What is being asked:
Your reply must consist of the data below, reproduced character for character.

Stored data:
Content starts

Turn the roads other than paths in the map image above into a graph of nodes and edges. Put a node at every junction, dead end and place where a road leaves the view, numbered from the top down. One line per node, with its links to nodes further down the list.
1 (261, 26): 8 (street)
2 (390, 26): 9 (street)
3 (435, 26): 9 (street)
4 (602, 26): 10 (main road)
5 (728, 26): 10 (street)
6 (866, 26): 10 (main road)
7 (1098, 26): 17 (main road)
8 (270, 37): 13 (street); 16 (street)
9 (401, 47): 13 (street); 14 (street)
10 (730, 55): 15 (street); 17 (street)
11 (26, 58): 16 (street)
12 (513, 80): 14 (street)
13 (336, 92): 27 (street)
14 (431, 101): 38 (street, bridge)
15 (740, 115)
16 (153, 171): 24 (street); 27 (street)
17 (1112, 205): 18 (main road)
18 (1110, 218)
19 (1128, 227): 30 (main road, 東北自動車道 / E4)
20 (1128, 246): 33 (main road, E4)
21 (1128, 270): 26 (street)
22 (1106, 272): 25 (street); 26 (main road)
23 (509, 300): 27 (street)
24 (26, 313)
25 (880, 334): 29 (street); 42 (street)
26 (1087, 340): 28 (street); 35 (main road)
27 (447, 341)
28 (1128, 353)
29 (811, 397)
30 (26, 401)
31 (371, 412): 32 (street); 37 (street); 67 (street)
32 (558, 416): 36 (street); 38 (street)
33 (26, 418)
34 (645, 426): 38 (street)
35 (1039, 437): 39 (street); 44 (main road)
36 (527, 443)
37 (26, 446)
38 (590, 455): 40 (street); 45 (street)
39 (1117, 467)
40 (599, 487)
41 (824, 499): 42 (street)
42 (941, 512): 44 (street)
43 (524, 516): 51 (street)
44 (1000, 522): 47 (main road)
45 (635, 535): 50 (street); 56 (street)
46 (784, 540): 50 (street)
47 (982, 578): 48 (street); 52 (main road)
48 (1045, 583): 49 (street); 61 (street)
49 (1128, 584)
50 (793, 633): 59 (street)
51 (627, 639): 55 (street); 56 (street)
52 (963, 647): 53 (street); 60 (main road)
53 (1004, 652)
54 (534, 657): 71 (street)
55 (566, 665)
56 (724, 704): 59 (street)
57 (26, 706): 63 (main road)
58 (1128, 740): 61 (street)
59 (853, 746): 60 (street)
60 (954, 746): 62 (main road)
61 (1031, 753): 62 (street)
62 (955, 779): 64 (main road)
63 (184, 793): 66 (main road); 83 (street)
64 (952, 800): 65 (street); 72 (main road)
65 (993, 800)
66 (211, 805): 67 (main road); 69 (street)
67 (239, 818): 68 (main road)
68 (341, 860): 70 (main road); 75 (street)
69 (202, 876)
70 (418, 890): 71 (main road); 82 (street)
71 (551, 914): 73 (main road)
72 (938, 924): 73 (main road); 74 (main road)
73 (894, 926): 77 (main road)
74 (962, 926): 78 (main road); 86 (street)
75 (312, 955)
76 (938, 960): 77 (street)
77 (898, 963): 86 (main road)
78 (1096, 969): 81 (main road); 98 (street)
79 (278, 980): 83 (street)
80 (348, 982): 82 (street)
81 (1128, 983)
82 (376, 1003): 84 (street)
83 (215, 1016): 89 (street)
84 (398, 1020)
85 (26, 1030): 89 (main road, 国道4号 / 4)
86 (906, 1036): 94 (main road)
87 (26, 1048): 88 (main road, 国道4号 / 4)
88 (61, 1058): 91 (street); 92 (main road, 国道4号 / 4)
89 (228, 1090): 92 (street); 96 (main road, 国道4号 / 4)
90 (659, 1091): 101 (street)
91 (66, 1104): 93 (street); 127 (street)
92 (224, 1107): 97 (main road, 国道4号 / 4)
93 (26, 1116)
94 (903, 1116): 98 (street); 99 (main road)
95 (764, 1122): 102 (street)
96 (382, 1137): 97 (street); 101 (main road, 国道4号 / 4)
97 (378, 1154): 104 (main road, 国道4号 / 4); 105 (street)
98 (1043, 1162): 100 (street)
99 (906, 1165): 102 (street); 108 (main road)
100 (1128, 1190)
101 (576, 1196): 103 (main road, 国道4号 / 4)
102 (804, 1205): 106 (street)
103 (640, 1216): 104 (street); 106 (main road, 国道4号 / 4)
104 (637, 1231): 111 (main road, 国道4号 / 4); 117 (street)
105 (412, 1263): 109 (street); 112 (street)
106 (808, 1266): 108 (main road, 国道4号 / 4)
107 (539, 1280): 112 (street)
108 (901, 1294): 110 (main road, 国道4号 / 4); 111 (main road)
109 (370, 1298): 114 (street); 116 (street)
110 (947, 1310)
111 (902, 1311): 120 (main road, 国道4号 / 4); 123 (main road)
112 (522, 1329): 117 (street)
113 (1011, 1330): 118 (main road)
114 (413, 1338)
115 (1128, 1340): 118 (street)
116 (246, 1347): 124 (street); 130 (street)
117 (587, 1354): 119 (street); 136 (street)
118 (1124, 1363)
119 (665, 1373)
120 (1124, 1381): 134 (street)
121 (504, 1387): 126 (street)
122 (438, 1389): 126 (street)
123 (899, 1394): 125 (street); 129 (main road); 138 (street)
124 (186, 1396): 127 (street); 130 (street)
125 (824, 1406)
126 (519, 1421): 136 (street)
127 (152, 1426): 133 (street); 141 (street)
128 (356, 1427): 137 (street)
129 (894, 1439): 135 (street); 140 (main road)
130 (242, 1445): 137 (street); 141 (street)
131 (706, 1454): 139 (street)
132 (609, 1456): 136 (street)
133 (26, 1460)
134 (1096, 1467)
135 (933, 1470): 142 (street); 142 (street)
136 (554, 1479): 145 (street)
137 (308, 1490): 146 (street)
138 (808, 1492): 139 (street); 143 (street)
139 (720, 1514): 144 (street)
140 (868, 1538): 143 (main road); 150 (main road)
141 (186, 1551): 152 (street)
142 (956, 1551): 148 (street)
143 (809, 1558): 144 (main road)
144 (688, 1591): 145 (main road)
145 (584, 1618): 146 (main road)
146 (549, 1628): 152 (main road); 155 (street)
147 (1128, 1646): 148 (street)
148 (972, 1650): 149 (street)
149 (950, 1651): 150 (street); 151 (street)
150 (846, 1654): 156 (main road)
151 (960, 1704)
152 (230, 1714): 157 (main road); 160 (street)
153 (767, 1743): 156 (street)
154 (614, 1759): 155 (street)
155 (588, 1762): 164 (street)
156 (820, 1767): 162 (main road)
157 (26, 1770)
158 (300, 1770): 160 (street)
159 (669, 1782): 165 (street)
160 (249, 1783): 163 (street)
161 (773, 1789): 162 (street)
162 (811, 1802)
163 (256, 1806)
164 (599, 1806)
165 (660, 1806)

Content ends

Answer space:
Turn the roads other than paths in the map image above into a graph of nodes and edges. Put a node at every junction, dead end and place where a road leaves the view, numbered from the top down. One line per node, with its links to nodes further down the list.
1 (261, 26): 8 (street)
2 (390, 26): 9 (street)
3 (435, 26): 9 (street)
4 (602, 26): 10 (main road)
5 (728, 26): 10 (street)
6 (866, 26): 10 (main road)
7 (1098, 26): 17 (main road)
8 (270, 37): 13 (street); 16 (street)
9 (401, 47): 13 (street); 14 (street)
10 (730, 55): 15 (street); 17 (street)
11 (26, 58): 16 (street)
12 (513, 80): 14 (street)
13 (336, 92): 27 (street)
14 (431, 101): 38 (street, bridge)
15 (740, 115)
16 (153, 171): 24 (street); 27 (street)
17 (1112, 205): 18 (main road)
18 (1110, 218)
19 (1128, 227): 30 (main road, 東北自動車道 / E4)
20 (1128, 246): 33 (main road, E4)
21 (1128, 270): 26 (street)
22 (1106, 272): 25 (street); 26 (main road)
23 (509, 300): 27 (street)
24 (26, 313)
25 (880, 334): 29 (street); 42 (street)
26 (1087, 340): 28 (street); 35 (main road)
27 (447, 341)
28 (1128, 353)
29 (811, 397)
30 (26, 401)
31 (371, 412): 32 (street); 37 (street); 67 (street)
32 (558, 416): 36 (street); 38 (street)
33 (26, 418)
34 (645, 426): 38 (street)
35 (1039, 437): 39 (street); 44 (main road)
36 (527, 443)
37 (26, 446)
38 (590, 455): 40 (street); 45 (street)
39 (1117, 467)
40 (599, 487)
41 (824, 499): 42 (street)
42 (941, 512): 44 (street)
43 (524, 516): 51 (street)
44 (1000, 522): 47 (main road)
45 (635, 535): 50 (street); 56 (street)
46 (784, 540): 50 (street)
47 (982, 578): 48 (street); 52 (main road)
48 (1045, 583): 49 (street); 61 (street)
49 (1128, 584)
50 (793, 633): 59 (street)
51 (627, 639): 55 (street); 56 (street)
52 (963, 647): 53 (street); 60 (main road)
53 (1004, 652)
54 (534, 657): 71 (street)
55 (566, 665)
56 (724, 704): 59 (street)
57 (26, 706): 63 (main road)
58 (1128, 740): 61 (street)
59 (853, 746): 60 (street)
60 (954, 746): 62 (main road)
61 (1031, 753): 62 (street)
62 (955, 779): 64 (main road)
63 (184, 793): 66 (main road); 83 (street)
64 (952, 800): 65 (street); 72 (main road)
65 (993, 800)
66 (211, 805): 67 (main road); 69 (street)
67 (239, 818): 68 (main road)
68 (341, 860): 70 (main road); 75 (street)
69 (202, 876)
70 (418, 890): 71 (main road); 82 (street)
71 (551, 914): 73 (main road)
72 (938, 924): 73 (main road); 74 (main road)
73 (894, 926): 77 (main road)
74 (962, 926): 78 (main road); 86 (street)
75 (312, 955)
76 (938, 960): 77 (street)
77 (898, 963): 86 (main road)
78 (1096, 969): 81 (main road); 98 (street)
79 (278, 980): 83 (street)
80 (348, 982): 82 (street)
81 (1128, 983)
82 (376, 1003): 84 (street)
83 (215, 1016): 89 (street)
84 (398, 1020)
85 (26, 1030): 89 (main road, 国道4号 / 4)
86 (906, 1036): 94 (main road)
87 (26, 1048): 88 (main road, 国道4号 / 4)
88 (61, 1058): 91 (street); 92 (main road, 国道4号 / 4)
89 (228, 1090): 92 (street); 96 (main road, 国道4号 / 4)
90 (659, 1091): 101 (street)
91 (66, 1104): 93 (street); 127 (street)
92 (224, 1107): 97 (main road, 国道4号 / 4)
93 (26, 1116)
94 (903, 1116): 98 (street); 99 (main road)
95 (764, 1122): 102 (street)
96 (382, 1137): 97 (street); 101 (main road, 国道4号 / 4)
97 (378, 1154): 104 (main road, 国道4号 / 4); 105 (street)
98 (1043, 1162): 100 (street)
99 (906, 1165): 102 (street); 108 (main road)
100 (1128, 1190)
101 (576, 1196): 103 (main road, 国道4号 / 4)
102 (804, 1205): 106 (street)
103 (640, 1216): 104 (street); 106 (main road, 国道4号 / 4)
104 (637, 1231): 111 (main road, 国道4号 / 4); 117 (street)
105 (412, 1263): 109 (street); 112 (street)
106 (808, 1266): 108 (main road, 国道4号 / 4)
107 (539, 1280): 112 (street)
108 (901, 1294): 110 (main road, 国道4号 / 4); 111 (main road)
109 (370, 1298): 114 (street); 116 (street)
110 (947, 1310)
111 (902, 1311): 120 (main road, 国道4号 / 4); 123 (main road)
112 (522, 1329): 117 (street)
113 (1011, 1330): 118 (main road)
114 (413, 1338)
115 (1128, 1340): 118 (street)
116 (246, 1347): 124 (street); 130 (street)
117 (587, 1354): 119 (street); 136 (street)
118 (1124, 1363)
119 (665, 1373)
120 (1124, 1381): 134 (street)
121 (504, 1387): 126 (street)
122 (438, 1389): 126 (street)
123 (899, 1394): 125 (street); 129 (main road); 138 (street)
124 (186, 1396): 127 (street); 130 (street)
125 (824, 1406)
126 (519, 1421): 136 (street)
127 (152, 1426): 133 (street); 141 (street)
128 (356, 1427): 137 (street)
129 (894, 1439): 135 (street); 140 (main road)
130 (242, 1445): 137 (street); 141 (street)
131 (706, 1454): 139 (street)
132 (609, 1456): 136 (street)
133 (26, 1460)
134 (1096, 1467)
135 (933, 1470): 142 (street); 142 (street)
136 (554, 1479): 145 (street)
137 (308, 1490): 146 (street)
138 (808, 1492): 139 (street); 143 (street)
139 (720, 1514): 144 (street)
140 (868, 1538): 143 (main road); 150 (main road)
141 (186, 1551): 152 (street)
142 (956, 1551): 148 (street)
143 (809, 1558): 144 (main road)
144 (688, 1591): 145 (main road)
145 (584, 1618): 146 (main road)
146 (549, 1628): 152 (main road); 155 (street)
147 (1128, 1646): 148 (street)
148 (972, 1650): 149 (street)
149 (950, 1651): 150 (street); 151 (street)
150 (846, 1654): 156 (main road)
151 (960, 1704)
152 (230, 1714): 157 (main road); 160 (street)
153 (767, 1743): 156 (street)
154 (614, 1759): 155 (street)
155 (588, 1762): 164 (street)
156 (820, 1767): 162 (main road)
157 (26, 1770)
158 (300, 1770): 160 (street)
159 (669, 1782): 165 (street)
160 (249, 1783): 163 (street)
161 (773, 1789): 162 (street)
162 (811, 1802)
163 (256, 1806)
164 (599, 1806)
165 (660, 1806)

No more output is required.